DB design for historical data via interleaving

sql

#1

I am trying to design db model that takes advantage of interleaved tables. The project has several resources (i.e users, orders, items), and it also needs to keep historical changes for each of these resources.

Option 1:
We can have one table events, which is written to when any of the resource is created or updated.

So, when order is created, we insert both into orders table, as well as into events (name: “order_created”) via one transaction. Any further updates to this order updates order row in orders and creates new row in events (name: “order_updated”, data: only_delta) via one transaction.

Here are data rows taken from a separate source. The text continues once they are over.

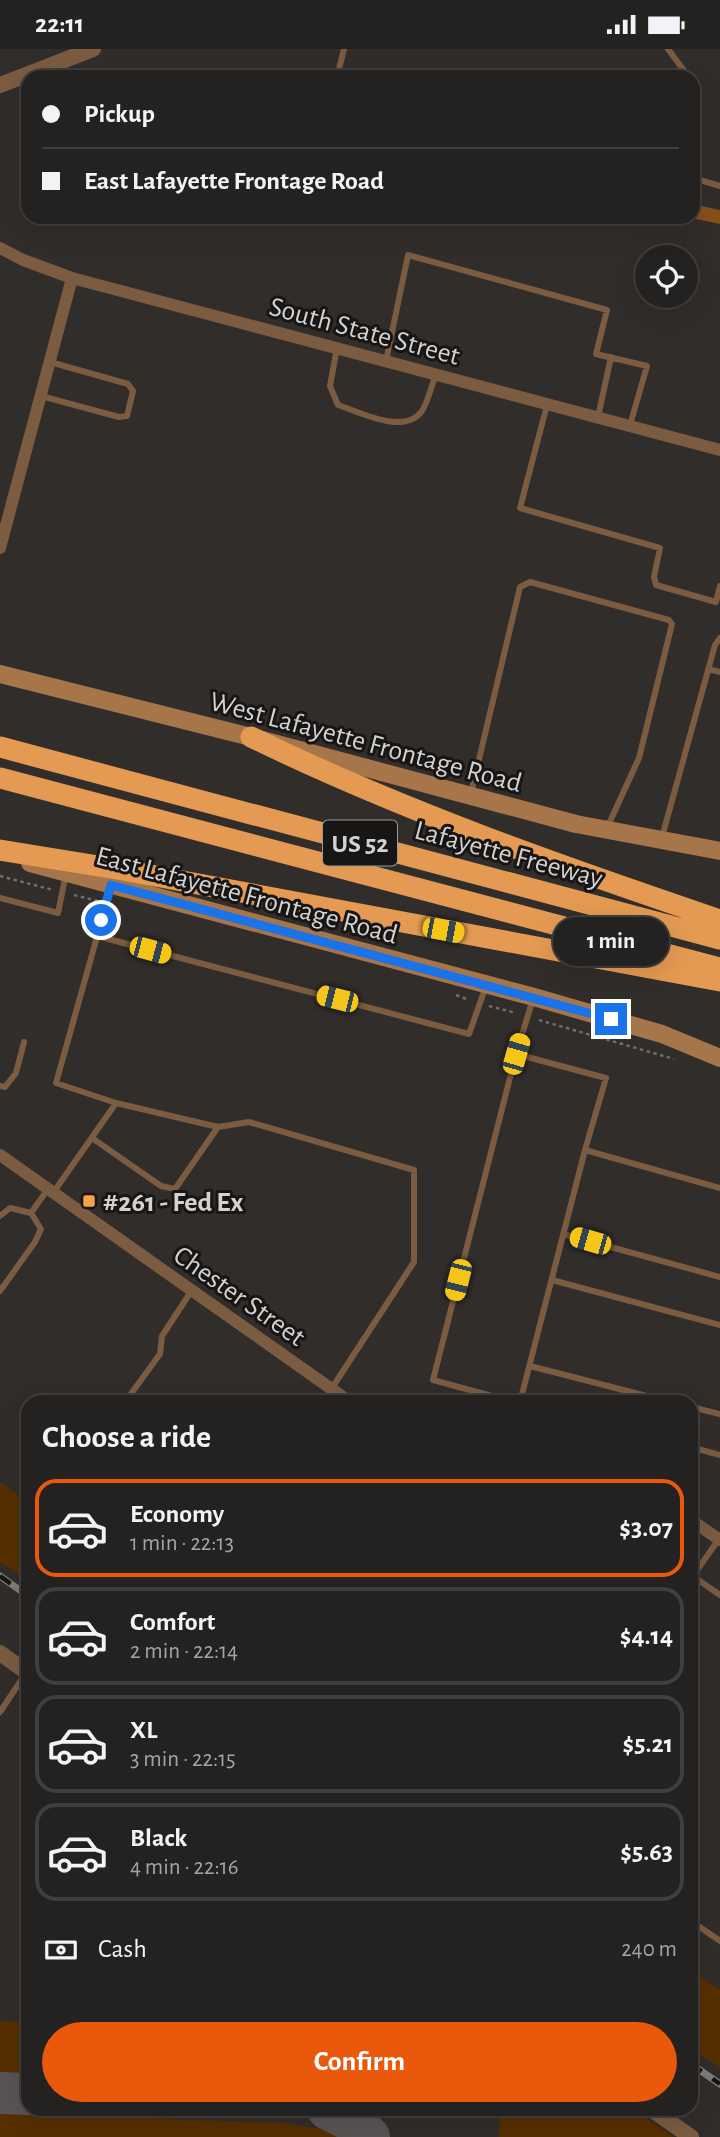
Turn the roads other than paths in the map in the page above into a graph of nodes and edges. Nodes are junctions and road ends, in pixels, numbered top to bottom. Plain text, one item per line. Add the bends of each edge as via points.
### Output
1 (93, 49) edge
2 (344, 49) edge
3 (668, 49) edge
4 (39, 70) edge
5 (339, 70) edge
6 (684, 70) edge
7 (21, 77) edge
8 (0, 85) edge
9 (700, 181) edge
10 (720, 186) edge
11 (0, 248) edge
12 (72, 278) junction
13 (337, 348) junction
14 (611, 357) junction
15 (386, 361) junction
16 (50, 362) junction
17 (436, 375) junction
18 (41, 396) junction
19 (547, 404) junction
20 (598, 418) junction
21 (630, 426) junction
22 (720, 450) edge
23 (0, 548) edge
24 (720, 586) edge
25 (720, 638) edge
26 (708, 669) junction
27 (720, 672) edge
28 (0, 674) edge
29 (251, 737) junction
30 (0, 747) edge
31 (0, 778) edge
32 (471, 796) junction
33 (606, 830) junction
34 (661, 842) junction
35 (720, 851) edge
36 (0, 853) edge
37 (66, 873) junction
38 (114, 877) junction
39 (0, 898) edge
40 (720, 920) edge
41 (97, 936) junction
42 (720, 939) edge
43 (720, 968) edge
44 (720, 981) edge
45 (486, 985) junction
46 (534, 997) junction
47 (24, 1042) dead end
48 (516, 1054) junction
49 (720, 1059) edge
50 (0, 1086) edge
51 (116, 1103) junction
52 (218, 1127) junction
53 (92, 1138) junction
54 (585, 1150) junction
55 (0, 1155) edge
56 (720, 1188) edge
57 (50, 1191) junction
58 (31, 1213) junction
59 (0, 1216) edge
60 (564, 1234) junction
61 (720, 1277) edge
62 (552, 1280) junction
63 (192, 1290) junction
64 (0, 1291) edge
65 (720, 1325) edge
66 (530, 1366) junction
67 (331, 1389) junction
68 (130, 1395) edge
69 (340, 1395) edge
70 (488, 1395) edge
71 (522, 1395) edge
72 (643, 1395) edge
73 (698, 1409) edge
74 (720, 1414) edge
75 (698, 1449) edge
76 (720, 1455) edge
77 (698, 1525) edge
78 (720, 1540) edge
79 (698, 1568) edge
80 (698, 1579) edge
81 (720, 1595) edge
82 (0, 1653) edge
83 (21, 1667) edge
84 (21, 1682) edge
85 (0, 1712) edge
86 (698, 1926) edge
87 (720, 1941) edge
88 (661, 2116) edge
89 (691, 2137) edge

1 - 4 street
2 - 5 lane
3 - 6 lane
7 - 8 street
9 - 10 lane
11 - 12 street, South State Street
12 - 13 street, South State Street
12 - 16 street
13 - 15 street, South State Street
13 - 17 lane via 330,386 338,405 378,418 405,423 413,419 422,411
14 - 15 lane via 596,353 607,310 408,255
14 - 20 lane
14 - 21 lane via 647,366
15 - 17 street, South State Street
16 - 18 street
16 - 18 lane via 128,384 132,391 127,416
17 - 19 street, South State Street
18 - 23 street
19 - 20 street, South State Street
19 - 24 lane via 520,508 660,548 656,585 716,602
20 - 21 street, South State Street
21 - 22 street, South State Street
25 - 26 lane
26 - 27 lane
26 - 34 lane
28 - 29 main road, West Lafayette Frontage Road
29 - 32 main road, West Lafayette Frontage Road
29 - 40 highway via 339,779 499,844
30 - 42 highway, Lafayette Freeway / US 52
31 - 43 highway, Lafayette Freeway / US 52
32 - 33 main road, West Lafayette Frontage Road
32 - 33 lane via 520,587 530,582 672,624 639,758
33 - 34 main road, West Lafayette Frontage Road
34 - 35 main road, West Lafayette Frontage Road
36 - 37 main road, East Lafayette Frontage Road
36 - 38 highway
37 - 38 main road, East Lafayette Frontage Road
37 - 39 lane via 58,913
38 - 41 lane
38 - 44 highway
38 - 45 main road, East Lafayette Frontage Road
41 - 45 lane via 469,1034
41 - 51 lane via 56,1083
45 - 46 main road, East Lafayette Frontage Road
46 - 48 lane
46 - 49 main road, East Lafayette Frontage Road via 662,1034
47 - 50 lane via 16,1073 5,1087
48 - 54 lane via 606,1078
48 - 70 lane via 433,1380
51 - 52 lane
51 - 53 lane
52 - 53 lane via 175,1189 161,1186
52 - 67 lane via 249,1122 414,1170 414,1262
53 - 57 lane
54 - 56 lane
54 - 60 lane
55 - 57 street, Chester Street
57 - 58 lane
57 - 63 street, Chester Street
58 - 59 lane via 10,1208
58 - 64 lane via 41,1229
60 - 61 lane
60 - 62 lane
62 - 65 lane
62 - 66 lane
63 - 67 street, Chester Street
63 - 68 lane via 162,1336 160,1354
66 - 71 lane
66 - 72 lane
67 - 69 street, Chester Street
73 - 74 lane
75 - 76 lane
77 - 78 street
78 - 79 lane
80 - 81 lane
82 - 83 street
84 - 85 lane
86 - 87 lane
88 - 89 street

Having one events table allows it to be interleaved only once. For example:

/users/1
/users/1/orders/1
/users/1/orders/2
...
/users/1/items/1
/users/1/items/2
...
/users/1/events/1
/users/1/events/1

In this case, we can’t keep events right next to the object to which they relate to, only interleaved under user.

Option 2:
On the other hand, instead of one events table, we can have user_events, order_events, items_events, which allows interleaving like this:

/users/1
/users/1/user_events/1
/users/1/user_events/2
...
/users/1/items/1
/users/1/items/1/items_events/1
...
/users/1/orders/1
/users/1/orders/1/order_events/1
/users/1/orders/1/order_events/2

Now, if I go with option 2, is my understanding correct that it offers:

  1. Faster reads for users inner joined with user_events than Option 1;

  2. Faster reads for orders inner joined with order_events (where user is given) than Option 1;

  3. Faster reads for items inner joined with items_events (where user is given) than Option 1;

  4. Faster writes for any new resource (user, order, item) + event row (user_events, order_events, items_events) via 1 transaction, as it inserts values right next to each other (same range) than Option 1;

  5. Slower reads/deletes for user_events, order_events, items_events when not joined or filtered by user and/or the resource to which event belongs to than Option 1;

  6. Generally, if my reads most of the time require resource and its events history, Option 2 is better option? My thinking is that if user will have lots of events, they will likely be in different ranges, and so making join of any resource+its history will be slower.


(Bob Vawter) #2

If your most common use case will be to access an object and the events associated with it, then Option 2 does sound reasonable. The main drawback is that if you wind up scanning a parent table, you’ll pay the performance cost of skipping the interleaved rows. This would only be exacerbated by having the two levels of interleaving if you need to scan the users table.

Option 2 sounds promising, but running a benchmark against synthetic data is the best way to know if it will be performant for your specific queries.